--- Data for this exercise Enclosed Below ---

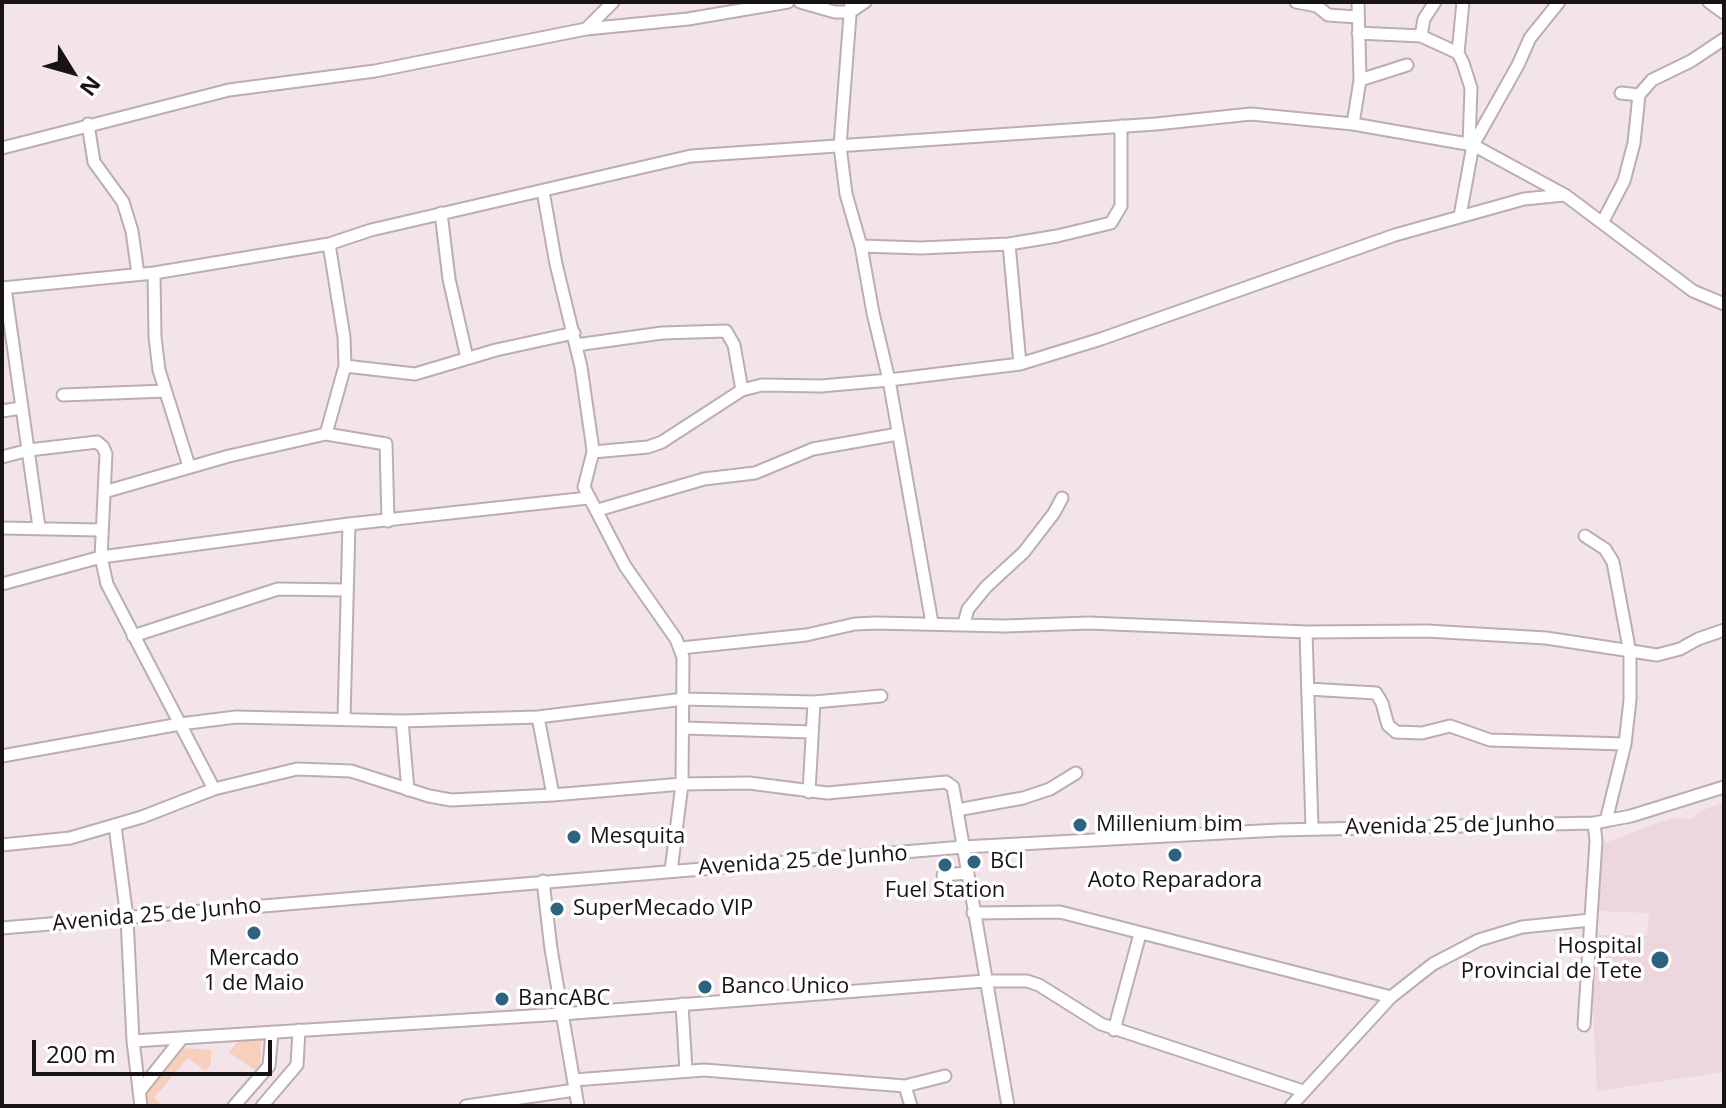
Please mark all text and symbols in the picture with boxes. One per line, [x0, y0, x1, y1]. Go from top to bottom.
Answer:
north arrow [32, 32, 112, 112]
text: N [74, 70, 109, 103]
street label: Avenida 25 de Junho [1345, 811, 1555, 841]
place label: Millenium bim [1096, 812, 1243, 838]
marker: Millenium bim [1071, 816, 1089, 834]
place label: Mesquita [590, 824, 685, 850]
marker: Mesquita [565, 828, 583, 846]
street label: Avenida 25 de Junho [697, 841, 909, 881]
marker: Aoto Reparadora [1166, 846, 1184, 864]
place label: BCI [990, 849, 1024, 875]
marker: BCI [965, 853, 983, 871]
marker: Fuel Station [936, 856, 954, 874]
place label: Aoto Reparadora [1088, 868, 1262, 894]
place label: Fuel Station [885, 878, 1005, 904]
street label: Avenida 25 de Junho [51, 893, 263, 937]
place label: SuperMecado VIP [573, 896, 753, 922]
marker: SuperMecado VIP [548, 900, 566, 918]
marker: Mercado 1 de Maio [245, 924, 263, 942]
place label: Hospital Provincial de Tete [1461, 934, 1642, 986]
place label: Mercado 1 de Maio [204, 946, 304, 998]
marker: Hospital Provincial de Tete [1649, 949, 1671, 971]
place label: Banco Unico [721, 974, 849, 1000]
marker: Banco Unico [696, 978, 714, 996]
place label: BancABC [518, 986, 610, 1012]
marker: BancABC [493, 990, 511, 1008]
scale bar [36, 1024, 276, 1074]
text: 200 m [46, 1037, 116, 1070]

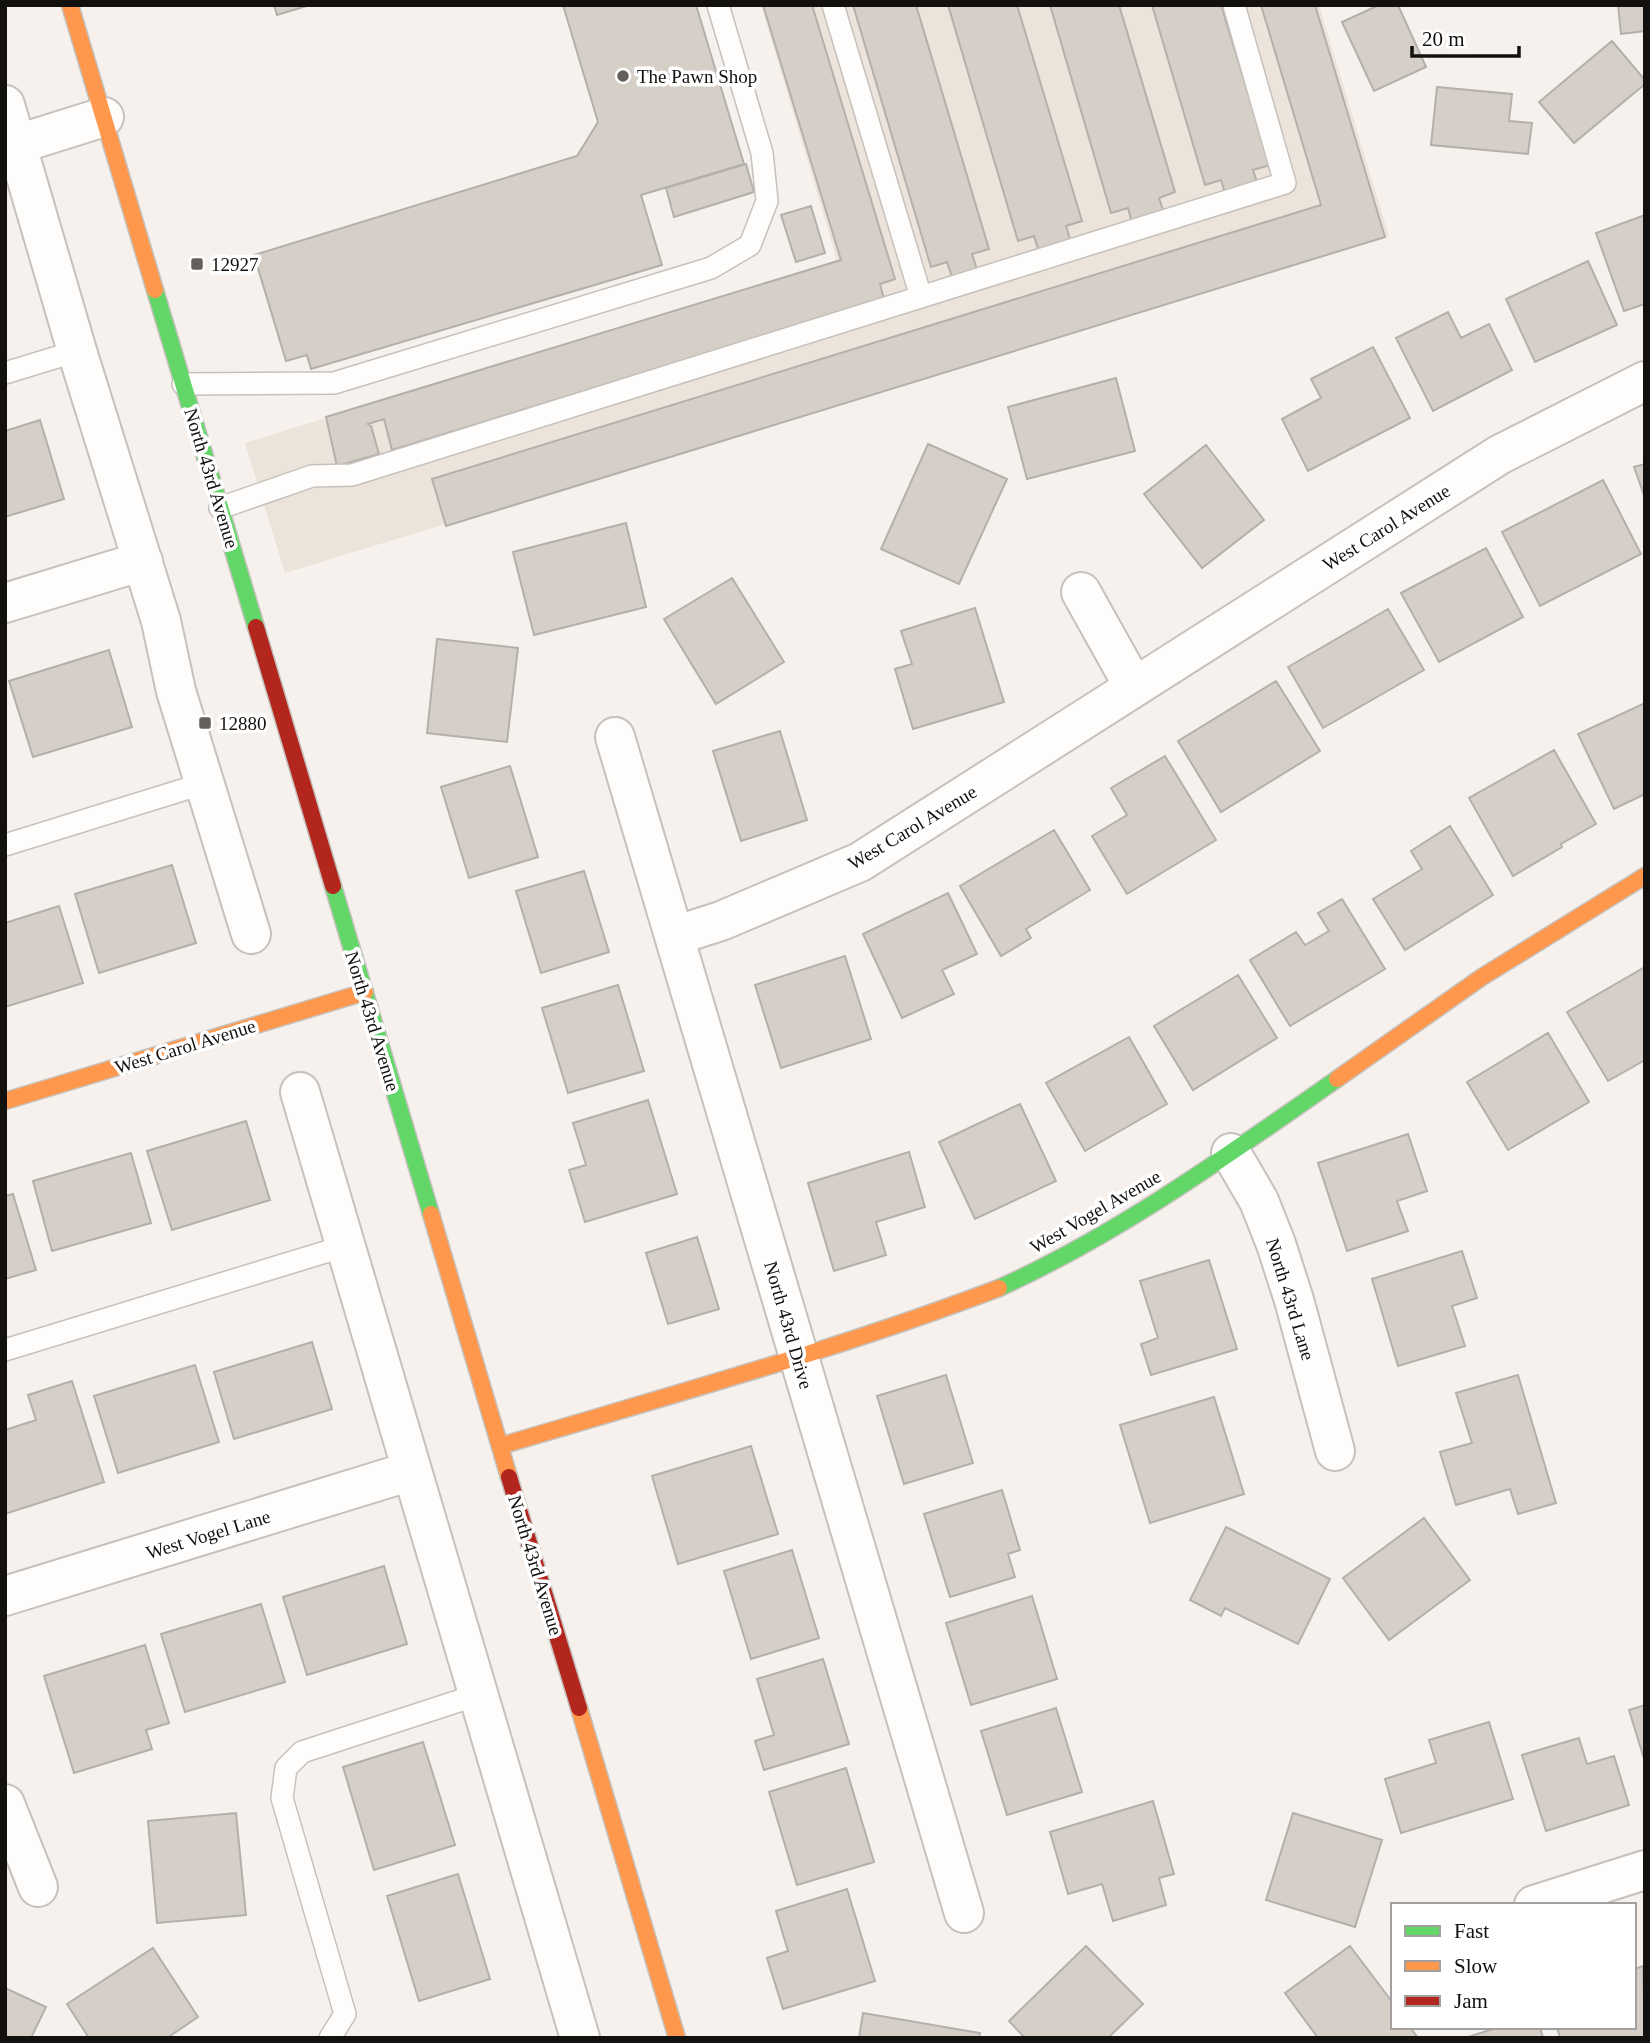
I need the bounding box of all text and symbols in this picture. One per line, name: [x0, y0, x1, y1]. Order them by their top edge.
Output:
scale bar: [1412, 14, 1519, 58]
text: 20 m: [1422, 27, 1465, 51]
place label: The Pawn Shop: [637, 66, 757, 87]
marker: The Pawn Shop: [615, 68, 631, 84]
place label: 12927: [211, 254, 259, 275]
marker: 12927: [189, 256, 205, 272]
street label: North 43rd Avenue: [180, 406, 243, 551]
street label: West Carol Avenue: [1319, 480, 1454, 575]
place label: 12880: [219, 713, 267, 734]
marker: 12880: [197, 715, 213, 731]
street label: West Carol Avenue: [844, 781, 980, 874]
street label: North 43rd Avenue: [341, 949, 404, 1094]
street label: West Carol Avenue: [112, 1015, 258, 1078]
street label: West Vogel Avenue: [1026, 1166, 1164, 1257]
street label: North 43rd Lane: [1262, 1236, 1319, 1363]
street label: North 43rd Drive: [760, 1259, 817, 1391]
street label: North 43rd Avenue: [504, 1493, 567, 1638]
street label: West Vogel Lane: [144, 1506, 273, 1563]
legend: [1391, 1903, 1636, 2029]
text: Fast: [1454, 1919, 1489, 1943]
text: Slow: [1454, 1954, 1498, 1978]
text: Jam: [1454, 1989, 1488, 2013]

--- End of Enclosed Data for this exercise ---

Instructions for the task:
Exactly repeat the data above; the pictures do not belong in your copy.

Finished task:
Please mark all text and symbols in the picture with boxes. One per line, [x0, y0, x1, y1]. Go from top to bottom.
Answer:
north arrow [32, 32, 112, 112]
text: N [74, 70, 109, 103]
street label: Avenida 25 de Junho [1345, 811, 1555, 841]
place label: Millenium bim [1096, 812, 1243, 838]
marker: Millenium bim [1071, 816, 1089, 834]
place label: Mesquita [590, 824, 685, 850]
marker: Mesquita [565, 828, 583, 846]
street label: Avenida 25 de Junho [697, 841, 909, 881]
marker: Aoto Reparadora [1166, 846, 1184, 864]
place label: BCI [990, 849, 1024, 875]
marker: BCI [965, 853, 983, 871]
marker: Fuel Station [936, 856, 954, 874]
place label: Aoto Reparadora [1088, 868, 1262, 894]
place label: Fuel Station [885, 878, 1005, 904]
street label: Avenida 25 de Junho [51, 893, 263, 937]
place label: SuperMecado VIP [573, 896, 753, 922]
marker: SuperMecado VIP [548, 900, 566, 918]
marker: Mercado 1 de Maio [245, 924, 263, 942]
place label: Hospital Provincial de Tete [1461, 934, 1642, 986]
place label: Mercado 1 de Maio [204, 946, 304, 998]
marker: Hospital Provincial de Tete [1649, 949, 1671, 971]
place label: Banco Unico [721, 974, 849, 1000]
marker: Banco Unico [696, 978, 714, 996]
place label: BancABC [518, 986, 610, 1012]
marker: BancABC [493, 990, 511, 1008]
scale bar [36, 1024, 276, 1074]
text: 200 m [46, 1037, 116, 1070]

I need the bounding box of all text and symbols in this picture. One per line, name: [x0, y0, x1, y1]. Order them by their top edge.
Output:
scale bar: [1412, 14, 1519, 58]
text: 20 m: [1422, 27, 1465, 51]
place label: The Pawn Shop: [637, 66, 757, 87]
marker: The Pawn Shop: [615, 68, 631, 84]
place label: 12927: [211, 254, 259, 275]
marker: 12927: [189, 256, 205, 272]
street label: North 43rd Avenue: [180, 406, 243, 551]
street label: West Carol Avenue: [1319, 480, 1454, 575]
place label: 12880: [219, 713, 267, 734]
marker: 12880: [197, 715, 213, 731]
street label: West Carol Avenue: [844, 781, 980, 874]
street label: North 43rd Avenue: [341, 949, 404, 1094]
street label: West Carol Avenue: [112, 1015, 258, 1078]
street label: West Vogel Avenue: [1026, 1166, 1164, 1257]
street label: North 43rd Lane: [1262, 1236, 1319, 1363]
street label: North 43rd Drive: [760, 1259, 817, 1391]
street label: North 43rd Avenue: [504, 1493, 567, 1638]
street label: West Vogel Lane: [144, 1506, 273, 1563]
legend: [1391, 1903, 1636, 2029]
text: Fast: [1454, 1919, 1489, 1943]
text: Slow: [1454, 1954, 1498, 1978]
text: Jam: [1454, 1989, 1488, 2013]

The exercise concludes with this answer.